Di fronte alla semplificazione delle opposte visioni del mondo scatenata dalla guerra di Gaza ci sorprenderà lo spirito che anima questo viaggio, al riparo dalla retorica.
Conosco un solo modo di viaggiare: leggera, senza aspettative né opinioni, al riparo dalla retorica, libera dai lacci del pregiudizio.
JENIN – UN GIORNO NELLA VITA
Avere un buon udito, a Jenin, è una maledizione. Ma soltanto quando c’è il mercato e se si ha una lunga lista di oggetti da acquistare. Vi racconto perché.
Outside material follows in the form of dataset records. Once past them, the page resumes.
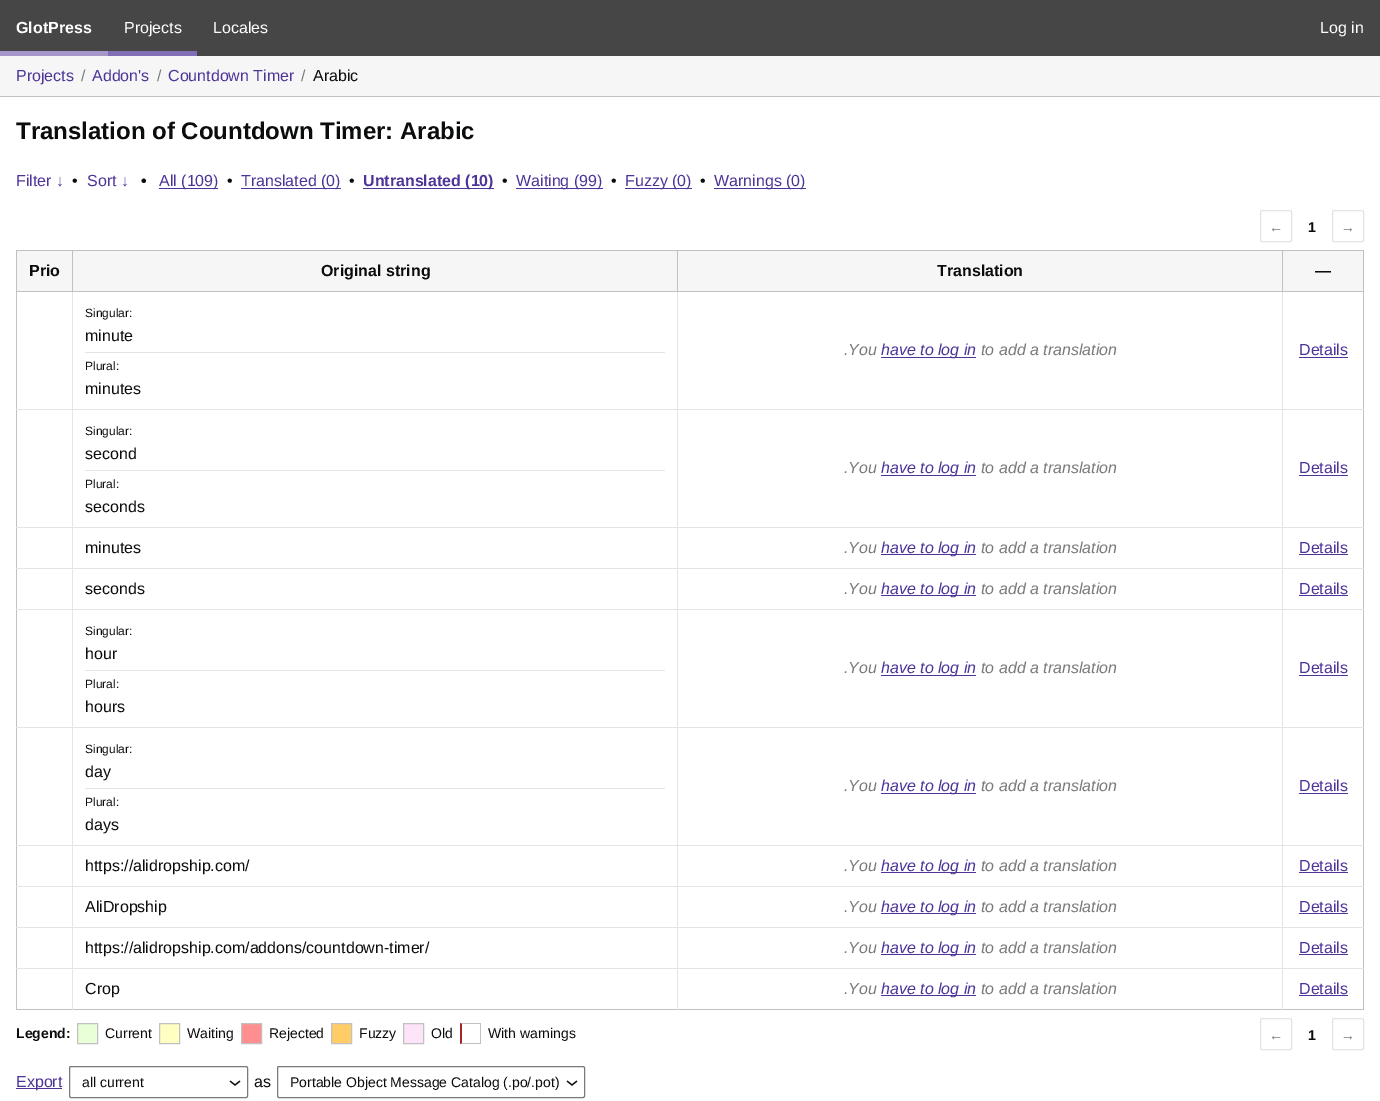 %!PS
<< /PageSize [1380 1101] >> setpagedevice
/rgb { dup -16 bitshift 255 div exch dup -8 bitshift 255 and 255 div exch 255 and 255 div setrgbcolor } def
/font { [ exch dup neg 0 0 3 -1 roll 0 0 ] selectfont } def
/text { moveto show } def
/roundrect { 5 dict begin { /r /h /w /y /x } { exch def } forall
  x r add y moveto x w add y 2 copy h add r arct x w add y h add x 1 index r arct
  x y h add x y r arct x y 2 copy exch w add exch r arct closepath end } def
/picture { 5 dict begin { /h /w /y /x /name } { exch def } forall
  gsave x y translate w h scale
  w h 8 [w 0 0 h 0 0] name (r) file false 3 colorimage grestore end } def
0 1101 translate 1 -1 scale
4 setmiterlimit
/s1 { /LiberationSans-Bold 16 font 16#FFFFFF rgb } def
/s2 { /LiberationSans-Regular 16 font 16#FFFFFF rgb } def
/s3 { /LiberationSans-Regular 16 font 16#4E3499 rgb } def
/s4 { /LiberationSans-Regular 16 font 16#7A7A7A rgb } def
/s5 { /LiberationSans-Regular 16 font 16#0B0C0C rgb } def
/s6 { /LiberationSans-Bold 24 font 16#0B0C0C rgb } def
/s7 { /LiberationSans-Bold 16 font 16#0B0C0C rgb } def
/s8 { /LiberationSans-Bold 16 font 16#4E3499 rgb } def
/s9 { /LiberationSans-Regular 14 font 16#7A7A7A rgb } def
/s10 { /LiberationSans-Bold 14 font 16#0B0C0C rgb } def
/s11 { /LiberationSans-Regular 12 font 16#0B0C0C rgb } def
/s12 { /LiberationSans-Italic 16 font 16#7A7A7A rgb } def
/s13 { /LiberationSans-Italic 16 font 16#4E3499 rgb } def
/s14 { /LiberationSans-Regular 14 font 16#0B0C0C rgb } def
16#FFFFFF rgb
0 0 1380 1101 rectfill
16#464646 rgb
0 0 1380 56 rectfill
16#A597C9 rgb
0 51 108 5 rectfill
s1
(GlotPress) 16 33 text
16#826EB4 rgb
108 51 89 5 rectfill
s2
(Projects) 124 33 text
(Locales) 213 33 text
(Log in) 1320 33 text
16#F6F6F6 rgb
0 56 1380 40 rectfill
16#C1C1C1 rgb
0 96 1380 1 rectfill
s3
(Projects) 16 81 text
s4
(/) 81 81 text
s3
(Addon's) 92 81 text
s4
(/) 157 81 text
s3
(Countdown Timer) 168 81 text
s4
(/) 301 81 text
s5
(Arabic) 313 81 text
s6
(Translation of Countdown Timer: Arabic) 16 139 text
s3
(Filter ↓) 16 186 text
s5
(•) 72 186 text
s3
(Sort ↓) 87 186 text
s7
(•) 141 186 text
16#4E3499 rgb
159 188 59 1 rectfill
s3
(All \(109\)) 159 186 text
s5
(•) 227 186 text
16#4E3499 rgb
241 188 100 1 rectfill
(Translated \(0\)) 241 186 text
s5
(•) 349 186 text
16#4E3499 rgb
363 188 131 1 rectfill
s8
(Untranslated \(10\)) 363 186 text
s5
(•) 502 186 text
16#4E3499 rgb
516 188 87 1 rectfill
(Waiting \(99\)) 516 186 text
s5
(•) 611 186 text
16#4E3499 rgb
625 188 67 1 rectfill
(Fuzzy \(0\)) 625 186 text
s5
(•) 700 186 text
16#4E3499 rgb
714 188 92 1 rectfill
(Warnings \(0\)) 714 186 text
16#E4E4E4 rgb
1260.5 210.5 31 31 1.5 roundrect stroke
s9
(←) 1269 232 text
s10
(1) 1308 232 text
16#E4E4E4 rgb
1332.5 210.5 31 31 1.5 roundrect stroke
s9
(→) 1341 232 text
16#C1C1C1 rgb
16 250 1348 1 rectfill
1363 250 1 760 rectfill
16 1009 1348 1 rectfill
16 250 1 760 rectfill
16#F6F6F6 rgb
17 251 55 40 rectfill
16#E4E4E4 rgb
1282 409 82 1 rectfill
1282 527 82 1 rectfill
1282 568 82 1 rectfill
1282 609 82 1 rectfill
1282 727 82 1 rectfill
1282 845 82 1 rectfill
1282 886 82 1 rectfill
1282 927 82 1 rectfill
1282 968 82 1 rectfill
1282 968 1 42 rectfill
677 968 606 1 rectfill
1282 927 1 42 rectfill
677 927 606 1 rectfill
1282 886 1 42 rectfill
677 886 606 1 rectfill
1282 845 1 42 rectfill
677 845 606 1 rectfill
1282 727 1 119 rectfill
677 727 606 1 rectfill
1282 609 1 119 rectfill
677 609 606 1 rectfill
1282 568 1 42 rectfill
677 568 606 1 rectfill
1282 527 1 42 rectfill
677 527 606 1 rectfill
1282 409 1 119 rectfill
677 409 606 1 rectfill
1282 291 1 119 rectfill
16#C1C1C1 rgb
1282 291 82 1 rectfill
1282 250 1 42 rectfill
16#E4E4E4 rgb
677 968 1 42 rectfill
72 968 606 1 rectfill
677 927 1 42 rectfill
72 927 606 1 rectfill
677 886 1 42 rectfill
72 886 606 1 rectfill
677 845 1 42 rectfill
72 845 606 1 rectfill
677 727 1 119 rectfill
72 727 606 1 rectfill
677 609 1 119 rectfill
72 609 606 1 rectfill
677 568 1 42 rectfill
72 568 606 1 rectfill
677 527 1 42 rectfill
72 527 606 1 rectfill
677 409 1 119 rectfill
72 409 606 1 rectfill
677 291 1 119 rectfill
16#C1C1C1 rgb
677 291 606 1 rectfill
677 250 1 42 rectfill
16#E4E4E4 rgb
72 968 1 42 rectfill
16 968 57 1 rectfill
72 927 1 42 rectfill
16 927 57 1 rectfill
72 886 1 42 rectfill
16 886 57 1 rectfill
72 845 1 42 rectfill
16 845 57 1 rectfill
72 727 1 119 rectfill
16 727 57 1 rectfill
72 609 1 119 rectfill
16 609 57 1 rectfill
72 568 1 42 rectfill
16 568 57 1 rectfill
72 527 1 42 rectfill
16 527 57 1 rectfill
72 409 1 119 rectfill
16 409 57 1 rectfill
72 291 1 119 rectfill
16#C1C1C1 rgb
72 291 606 1 rectfill
72 250 1 42 rectfill
16 291 57 1 rectfill
s7
(Prio) 29 276 text
16#F6F6F6 rgb
73 251 604 40 rectfill
s7
(Original string) 321 276 text
16#F6F6F6 rgb
678 251 604 40 rectfill
s7
(Translation) 937 276 text
16#F6F6F6 rgb
1283 251 80 40 rectfill
s7
(—) 1315 276 text
16#E4E4E4 rgb
85 352 580 1 rectfill
s11
(Singular:) 85 317 text
s5
(minute) 85 341 text
s11
(Plural:) 85 370 text
s5
(minutes) 85 394 text
s12
(.) 844 355 text
(You) 848 355 text
16#4E3499 rgb
881 357 95 1 rectfill
(have to log in) 881 355 text
s12
(to add a translation) 981 355 text
s3
(Details) 1299 355 text
1299 357 49 1 rectfill
16#E4E4E4 rgb
85 470 580 1 rectfill
s11
(Singular:) 85 435 text
s5
(second) 85 459 text
s11
(Plural:) 85 488 text
s5
(seconds) 85 512 text
s12
(.) 844 473 text
(You) 848 473 text
16#4E3499 rgb
881 475 95 1 rectfill
(have to log in) 881 473 text
s12
(to add a translation) 981 473 text
s3
(Details) 1299 473 text
1299 475 49 1 rectfill
s5
(minutes) 85 553 text
s12
(.) 844 553 text
(You) 848 553 text
16#4E3499 rgb
881 554 95 1 rectfill
(have to log in) 881 553 text
s12
(to add a translation) 981 553 text
s3
(Details) 1299 553 text
1299 554 49 1 rectfill
s5
(seconds) 85 594 text
s12
(.) 844 594 text
(You) 848 594 text
16#4E3499 rgb
881 595 95 1 rectfill
(have to log in) 881 594 text
s12
(to add a translation) 981 594 text
s3
(Details) 1299 594 text
1299 595 49 1 rectfill
16#E4E4E4 rgb
85 670 580 1 rectfill
s11
(Singular:) 85 635 text
s5
(hour) 85 659 text
s11
(Plural:) 85 688 text
s5
(hours) 85 712 text
s12
(.) 844 673 text
(You) 848 673 text
16#4E3499 rgb
881 675 95 1 rectfill
(have to log in) 881 673 text
s12
(to add a translation) 981 673 text
s3
(Details) 1299 673 text
1299 675 49 1 rectfill
16#E4E4E4 rgb
85 788 580 1 rectfill
s11
(Singular:) 85 753 text
s5
(day) 85 777 text
s11
(Plural:) 85 806 text
s5
(days) 85 830 text
s12
(.) 844 791 text
(You) 848 791 text
16#4E3499 rgb
881 793 95 1 rectfill
(have to log in) 881 791 text
s12
(to add a translation) 981 791 text
s3
(Details) 1299 791 text
1299 793 49 1 rectfill
s5
(https://alidropship.com/) 85 871 text
s12
(.) 844 871 text
(You) 848 871 text
16#4E3499 rgb
881 872 95 1 rectfill
(have to log in) 881 871 text
s12
(to add a translation) 981 871 text
s3
(Details) 1299 871 text
1299 872 49 1 rectfill
s5
(AliDropship) 85 912 text
s12
(.) 844 912 text
(You) 848 912 text
16#4E3499 rgb
881 913 95 1 rectfill
(have to log in) 881 912 text
s12
(to add a translation) 981 912 text
s3
(Details) 1299 912 text
1299 913 49 1 rectfill
s5
(https://alidropship.com/addons/countdown-timer/) 85 953 text
s12
(.) 844 953 text
(You) 848 953 text
16#4E3499 rgb
881 954 95 1 rectfill
(have to log in) 881 953 text
s12
(to add a translation) 981 953 text
s3
(Details) 1299 953 text
1299 954 49 1 rectfill
s5
(Crop) 85 994 text
s12
(.) 844 994 text
(You) 848 994 text
16#4E3499 rgb
881 995 95 1 rectfill
(have to log in) 881 994 text
s12
(to add a translation) 981 994 text
s3
(Details) 1299 994 text
1299 995 49 1 rectfill
s10
(Legend:) 16 1038 text
16#E9FFD8 rgb
77.5 1023.5 moveto 97.5 1023.5 lineto 97.5 1043.5 lineto 77.5 1043.5 lineto closepath gsave fill grestore
16#C1C1C1 rgb
stroke
s14
(Current) 105 1038 text
16#FFFFC2 rgb
159.5 1023.5 moveto 179.5 1023.5 lineto 179.5 1043.5 lineto 159.5 1043.5 lineto closepath gsave fill grestore
16#C1C1C1 rgb
stroke
s14
(Waiting) 187 1038 text
16#FF8E8E rgb
241.5 1023.5 moveto 261.5 1023.5 lineto 261.5 1043.5 lineto 241.5 1043.5 lineto closepath gsave fill grestore
16#C1C1C1 rgb
stroke
s14
(Rejected) 269 1038 text
16#FFCC66 rgb
331.5 1023.5 moveto 351.5 1023.5 lineto 351.5 1043.5 lineto 331.5 1043.5 lineto closepath gsave fill grestore
16#C1C1C1 rgb
stroke
s14
(Fuzzy) 359 1038 text
16#FEE4F8 rgb
403.5 1023.5 moveto 423.5 1023.5 lineto 423.5 1043.5 lineto 403.5 1043.5 lineto closepath gsave fill grestore
16#C1C1C1 rgb
stroke
s14
(Old) 431 1038 text
16#C1C1C1 rgb
460 1023 moveto 481 1023 lineto 480 1024 lineto 462 1024 lineto closepath fill
480 1023 1 21 rectfill
481 1044 moveto 460 1044 lineto 462 1043 lineto 480 1043 lineto closepath fill
16#A62626 rgb
460 1044 moveto 460 1023 lineto 462 1024 lineto 462 1043 lineto closepath fill
s14
(With warnings) 488 1038 text
16#E4E4E4 rgb
1260.5 1018.5 31 31 1.5 roundrect stroke
s9
(←) 1269 1040 text
s10
(1) 1308 1040 text
16#E4E4E4 rgb
1332.5 1018.5 31 31 1.5 roundrect stroke
s9
(→) 1341 1040 text
16#4E3499 rgb
16 1088 46 1 rectfill
s3
(Export) 16 1087 text
(pic1.raw) 229 1080 12 6 picture
16#7A7A7A rgb
69.5 1066.5 178 31 1.5 roundrect stroke
s14
(all current) 82 1087 text
s5
(as) 254 1087 text
(pic1.raw) 566 1080 12 6 picture
16#7A7A7A rgb
277.5 1066.5 307 31 1.5 roundrect stroke
s14
(Portable Object Message Catalog \(.po/.pot\)) 290 1087 text
showpage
Jenin non è una città ma un immenso campo profughi, o perlomeno un campo profughi diventato ormai una città, dove hanno trovato dimora nei decenni tutte le persone che sono dovute fuggire a causa dell’occupazione israeliana. Sono scappate via in cerca di una tregua, ma invano: continuano le incursioni dell’esercito sionista a spazzare la città nell’ansia di arrestare giovani rivoltosi dalla miccia corta e di stanare presunti terroristi nascosti chissaddove. Se così non fosse, non avrebbe ragion d’essere l’esilarante interrogatorio che ho dovuto digerire al checkpoint più a nord, in uscita dalla Palestina verso Israele. Protagonista una corpulenta donna in divisa militare, sovrabbondante anche nel rigor patrio.
“E lei da dove viene?”.
“Io? Da Jenin”.
“Come mai è stata a Jenin?”.
“Perché arrivavo da Nablus”.
“E cosa è andata a fare a Nablus?”.
“Ci sono passata perché provenivo da Ramallah”.
“E perché si trovava a Ramallah?”.
“Perché prima ero ad Al-Khalil”.
“Ah sì?”.
“Già…”.
“E cosa ci faceva lì?”.
“Ero scesa da Betlemme”.
“E come ha fatto a entrare in Palestina?”.
“Da Gerusalemme”.
“Con che mezzo?”.
“Con quest’auto”.
“Che auto è?”.
“Lo può vedere da lei”.
“Io non vedo proprio nulla”.
“È una Kia Picanto”.
“E come ci è arrivata a Gerusalemme?”.
“Da Tel Aviv”.
“E prima?”.
“Ero a casa, e a questo punto avrei dovuto rimanerci”.
Tra tutte le risposte che le ho fornito credo che quest’ultima sia stata quella che le è andata più di traverso. Ha quindi fatto sparire il mio passaporto nel taschino sinistro della casacca e, con la massima scortesia possibile, mi ha invitato a parcheggiare a lato della barriera, lasciandomi in attesa a bollire sotto il sole per quasi un’ora.